Your objective
Type out every entry again, character for character.

Listed records
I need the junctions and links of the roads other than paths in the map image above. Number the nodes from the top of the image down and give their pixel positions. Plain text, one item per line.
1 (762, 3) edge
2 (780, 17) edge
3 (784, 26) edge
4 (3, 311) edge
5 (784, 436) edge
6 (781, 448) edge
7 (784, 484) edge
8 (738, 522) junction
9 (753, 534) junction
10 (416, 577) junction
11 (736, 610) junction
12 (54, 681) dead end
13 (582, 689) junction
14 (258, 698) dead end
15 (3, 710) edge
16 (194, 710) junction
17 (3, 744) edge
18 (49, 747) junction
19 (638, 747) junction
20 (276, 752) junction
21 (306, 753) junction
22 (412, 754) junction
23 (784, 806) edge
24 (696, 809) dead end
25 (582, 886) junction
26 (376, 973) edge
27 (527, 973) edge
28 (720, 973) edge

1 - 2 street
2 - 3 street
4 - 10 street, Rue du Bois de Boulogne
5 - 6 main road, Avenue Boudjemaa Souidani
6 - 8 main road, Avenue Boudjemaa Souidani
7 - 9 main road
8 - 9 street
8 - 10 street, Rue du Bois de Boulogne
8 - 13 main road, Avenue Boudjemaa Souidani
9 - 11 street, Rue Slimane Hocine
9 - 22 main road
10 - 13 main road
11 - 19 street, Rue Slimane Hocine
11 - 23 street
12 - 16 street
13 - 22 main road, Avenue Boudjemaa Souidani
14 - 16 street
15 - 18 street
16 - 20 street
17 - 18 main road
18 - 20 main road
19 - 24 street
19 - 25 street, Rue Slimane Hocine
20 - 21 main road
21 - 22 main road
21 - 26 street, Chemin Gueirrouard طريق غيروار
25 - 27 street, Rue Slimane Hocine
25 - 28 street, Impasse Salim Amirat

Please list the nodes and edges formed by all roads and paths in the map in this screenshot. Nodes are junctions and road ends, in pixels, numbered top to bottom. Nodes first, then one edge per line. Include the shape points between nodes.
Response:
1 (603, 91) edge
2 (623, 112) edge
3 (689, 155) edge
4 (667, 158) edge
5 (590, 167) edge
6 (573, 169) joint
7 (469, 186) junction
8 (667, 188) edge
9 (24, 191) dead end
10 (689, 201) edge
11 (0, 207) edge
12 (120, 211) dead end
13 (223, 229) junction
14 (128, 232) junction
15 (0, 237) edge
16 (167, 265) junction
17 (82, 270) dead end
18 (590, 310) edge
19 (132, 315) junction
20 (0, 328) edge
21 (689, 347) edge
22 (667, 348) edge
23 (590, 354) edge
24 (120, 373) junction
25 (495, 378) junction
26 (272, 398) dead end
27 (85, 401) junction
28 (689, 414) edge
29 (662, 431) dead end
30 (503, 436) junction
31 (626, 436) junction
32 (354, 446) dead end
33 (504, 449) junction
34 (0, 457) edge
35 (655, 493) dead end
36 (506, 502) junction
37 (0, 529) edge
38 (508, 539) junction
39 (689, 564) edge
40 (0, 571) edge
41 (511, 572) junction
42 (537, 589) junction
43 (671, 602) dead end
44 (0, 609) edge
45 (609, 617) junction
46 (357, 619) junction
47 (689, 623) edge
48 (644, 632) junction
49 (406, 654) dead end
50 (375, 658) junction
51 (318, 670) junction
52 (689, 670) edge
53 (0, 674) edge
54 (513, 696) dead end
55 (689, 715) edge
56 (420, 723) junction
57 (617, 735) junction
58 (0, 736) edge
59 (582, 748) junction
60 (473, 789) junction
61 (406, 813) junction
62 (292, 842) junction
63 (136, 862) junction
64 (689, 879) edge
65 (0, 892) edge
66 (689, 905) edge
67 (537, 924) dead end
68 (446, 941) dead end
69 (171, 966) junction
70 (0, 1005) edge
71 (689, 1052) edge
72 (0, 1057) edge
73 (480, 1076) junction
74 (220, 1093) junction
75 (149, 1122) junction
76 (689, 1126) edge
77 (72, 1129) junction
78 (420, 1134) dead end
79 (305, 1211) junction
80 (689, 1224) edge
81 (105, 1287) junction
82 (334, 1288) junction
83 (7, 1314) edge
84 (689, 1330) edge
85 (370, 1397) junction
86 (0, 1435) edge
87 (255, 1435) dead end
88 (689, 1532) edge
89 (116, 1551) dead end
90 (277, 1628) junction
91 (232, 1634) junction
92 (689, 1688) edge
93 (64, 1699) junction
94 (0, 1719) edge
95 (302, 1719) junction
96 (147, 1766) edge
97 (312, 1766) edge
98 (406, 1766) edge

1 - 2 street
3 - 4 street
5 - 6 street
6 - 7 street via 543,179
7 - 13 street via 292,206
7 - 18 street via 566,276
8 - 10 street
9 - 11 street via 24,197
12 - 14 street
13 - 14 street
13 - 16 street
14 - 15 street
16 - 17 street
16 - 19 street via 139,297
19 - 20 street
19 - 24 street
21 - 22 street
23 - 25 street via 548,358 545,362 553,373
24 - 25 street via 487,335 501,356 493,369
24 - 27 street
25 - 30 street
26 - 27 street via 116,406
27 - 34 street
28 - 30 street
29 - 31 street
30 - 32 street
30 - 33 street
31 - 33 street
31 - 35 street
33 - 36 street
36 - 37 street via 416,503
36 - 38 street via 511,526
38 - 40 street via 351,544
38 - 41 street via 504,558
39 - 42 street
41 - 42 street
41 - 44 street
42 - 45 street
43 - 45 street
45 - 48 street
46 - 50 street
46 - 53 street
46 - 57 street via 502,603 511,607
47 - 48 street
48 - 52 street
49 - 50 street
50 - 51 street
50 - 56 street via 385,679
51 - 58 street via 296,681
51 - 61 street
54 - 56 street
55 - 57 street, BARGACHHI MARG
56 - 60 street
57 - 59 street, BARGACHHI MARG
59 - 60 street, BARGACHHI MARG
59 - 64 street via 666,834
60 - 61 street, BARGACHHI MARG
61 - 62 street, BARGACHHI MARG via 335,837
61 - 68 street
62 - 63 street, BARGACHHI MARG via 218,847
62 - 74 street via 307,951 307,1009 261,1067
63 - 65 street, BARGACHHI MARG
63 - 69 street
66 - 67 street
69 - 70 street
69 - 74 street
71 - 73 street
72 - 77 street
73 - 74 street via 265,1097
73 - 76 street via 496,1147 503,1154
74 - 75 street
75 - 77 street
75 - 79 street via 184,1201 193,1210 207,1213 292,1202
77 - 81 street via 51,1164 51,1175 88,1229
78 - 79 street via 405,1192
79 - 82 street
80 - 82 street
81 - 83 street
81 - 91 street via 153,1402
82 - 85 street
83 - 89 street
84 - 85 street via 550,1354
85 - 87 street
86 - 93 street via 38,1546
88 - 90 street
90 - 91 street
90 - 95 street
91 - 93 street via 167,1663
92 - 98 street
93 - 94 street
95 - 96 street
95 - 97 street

Response box
I need the junctions and links of the roads other than paths in the map image above. Number the nodes from the top of the image down and give their pixel positions. Plain text, one item per line.
1 (762, 3) edge
2 (780, 17) edge
3 (784, 26) edge
4 (3, 311) edge
5 (784, 436) edge
6 (781, 448) edge
7 (784, 484) edge
8 (738, 522) junction
9 (753, 534) junction
10 (416, 577) junction
11 (736, 610) junction
12 (54, 681) dead end
13 (582, 689) junction
14 (258, 698) dead end
15 (3, 710) edge
16 (194, 710) junction
17 (3, 744) edge
18 (49, 747) junction
19 (638, 747) junction
20 (276, 752) junction
21 (306, 753) junction
22 (412, 754) junction
23 (784, 806) edge
24 (696, 809) dead end
25 (582, 886) junction
26 (376, 973) edge
27 (527, 973) edge
28 (720, 973) edge

1 - 2 street
2 - 3 street
4 - 10 street, Rue du Bois de Boulogne
5 - 6 main road, Avenue Boudjemaa Souidani
6 - 8 main road, Avenue Boudjemaa Souidani
7 - 9 main road
8 - 9 street
8 - 10 street, Rue du Bois de Boulogne
8 - 13 main road, Avenue Boudjemaa Souidani
9 - 11 street, Rue Slimane Hocine
9 - 22 main road
10 - 13 main road
11 - 19 street, Rue Slimane Hocine
11 - 23 street
12 - 16 street
13 - 22 main road, Avenue Boudjemaa Souidani
14 - 16 street
15 - 18 street
16 - 20 street
17 - 18 main road
18 - 20 main road
19 - 24 street
19 - 25 street, Rue Slimane Hocine
20 - 21 main road
21 - 22 main road
21 - 26 street, Chemin Gueirrouard طريق غيروار
25 - 27 street, Rue Slimane Hocine
25 - 28 street, Impasse Salim Amirat

Please list the nodes and edges formed by all roads and paths in the map in this screenshot. Nodes are junctions and road ends, in pixels, numbered top to bottom. Nodes first, then one edge per line. Include the shape points between nodes.
Response:
1 (603, 91) edge
2 (623, 112) edge
3 (689, 155) edge
4 (667, 158) edge
5 (590, 167) edge
6 (573, 169) joint
7 (469, 186) junction
8 (667, 188) edge
9 (24, 191) dead end
10 (689, 201) edge
11 (0, 207) edge
12 (120, 211) dead end
13 (223, 229) junction
14 (128, 232) junction
15 (0, 237) edge
16 (167, 265) junction
17 (82, 270) dead end
18 (590, 310) edge
19 (132, 315) junction
20 (0, 328) edge
21 (689, 347) edge
22 (667, 348) edge
23 (590, 354) edge
24 (120, 373) junction
25 (495, 378) junction
26 (272, 398) dead end
27 (85, 401) junction
28 (689, 414) edge
29 (662, 431) dead end
30 (503, 436) junction
31 (626, 436) junction
32 (354, 446) dead end
33 (504, 449) junction
34 (0, 457) edge
35 (655, 493) dead end
36 (506, 502) junction
37 (0, 529) edge
38 (508, 539) junction
39 (689, 564) edge
40 (0, 571) edge
41 (511, 572) junction
42 (537, 589) junction
43 (671, 602) dead end
44 (0, 609) edge
45 (609, 617) junction
46 (357, 619) junction
47 (689, 623) edge
48 (644, 632) junction
49 (406, 654) dead end
50 (375, 658) junction
51 (318, 670) junction
52 (689, 670) edge
53 (0, 674) edge
54 (513, 696) dead end
55 (689, 715) edge
56 (420, 723) junction
57 (617, 735) junction
58 (0, 736) edge
59 (582, 748) junction
60 (473, 789) junction
61 (406, 813) junction
62 (292, 842) junction
63 (136, 862) junction
64 (689, 879) edge
65 (0, 892) edge
66 (689, 905) edge
67 (537, 924) dead end
68 (446, 941) dead end
69 (171, 966) junction
70 (0, 1005) edge
71 (689, 1052) edge
72 (0, 1057) edge
73 (480, 1076) junction
74 (220, 1093) junction
75 (149, 1122) junction
76 (689, 1126) edge
77 (72, 1129) junction
78 (420, 1134) dead end
79 (305, 1211) junction
80 (689, 1224) edge
81 (105, 1287) junction
82 (334, 1288) junction
83 (7, 1314) edge
84 (689, 1330) edge
85 (370, 1397) junction
86 (0, 1435) edge
87 (255, 1435) dead end
88 (689, 1532) edge
89 (116, 1551) dead end
90 (277, 1628) junction
91 (232, 1634) junction
92 (689, 1688) edge
93 (64, 1699) junction
94 (0, 1719) edge
95 (302, 1719) junction
96 (147, 1766) edge
97 (312, 1766) edge
98 (406, 1766) edge

1 - 2 street
3 - 4 street
5 - 6 street
6 - 7 street via 543,179
7 - 13 street via 292,206
7 - 18 street via 566,276
8 - 10 street
9 - 11 street via 24,197
12 - 14 street
13 - 14 street
13 - 16 street
14 - 15 street
16 - 17 street
16 - 19 street via 139,297
19 - 20 street
19 - 24 street
21 - 22 street
23 - 25 street via 548,358 545,362 553,373
24 - 25 street via 487,335 501,356 493,369
24 - 27 street
25 - 30 street
26 - 27 street via 116,406
27 - 34 street
28 - 30 street
29 - 31 street
30 - 32 street
30 - 33 street
31 - 33 street
31 - 35 street
33 - 36 street
36 - 37 street via 416,503
36 - 38 street via 511,526
38 - 40 street via 351,544
38 - 41 street via 504,558
39 - 42 street
41 - 42 street
41 - 44 street
42 - 45 street
43 - 45 street
45 - 48 street
46 - 50 street
46 - 53 street
46 - 57 street via 502,603 511,607
47 - 48 street
48 - 52 street
49 - 50 street
50 - 51 street
50 - 56 street via 385,679
51 - 58 street via 296,681
51 - 61 street
54 - 56 street
55 - 57 street, BARGACHHI MARG
56 - 60 street
57 - 59 street, BARGACHHI MARG
59 - 60 street, BARGACHHI MARG
59 - 64 street via 666,834
60 - 61 street, BARGACHHI MARG
61 - 62 street, BARGACHHI MARG via 335,837
61 - 68 street
62 - 63 street, BARGACHHI MARG via 218,847
62 - 74 street via 307,951 307,1009 261,1067
63 - 65 street, BARGACHHI MARG
63 - 69 street
66 - 67 street
69 - 70 street
69 - 74 street
71 - 73 street
72 - 77 street
73 - 74 street via 265,1097
73 - 76 street via 496,1147 503,1154
74 - 75 street
75 - 77 street
75 - 79 street via 184,1201 193,1210 207,1213 292,1202
77 - 81 street via 51,1164 51,1175 88,1229
78 - 79 street via 405,1192
79 - 82 street
80 - 82 street
81 - 83 street
81 - 91 street via 153,1402
82 - 85 street
83 - 89 street
84 - 85 street via 550,1354
85 - 87 street
86 - 93 street via 38,1546
88 - 90 street
90 - 91 street
90 - 95 street
91 - 93 street via 167,1663
92 - 98 street
93 - 94 street
95 - 96 street
95 - 97 street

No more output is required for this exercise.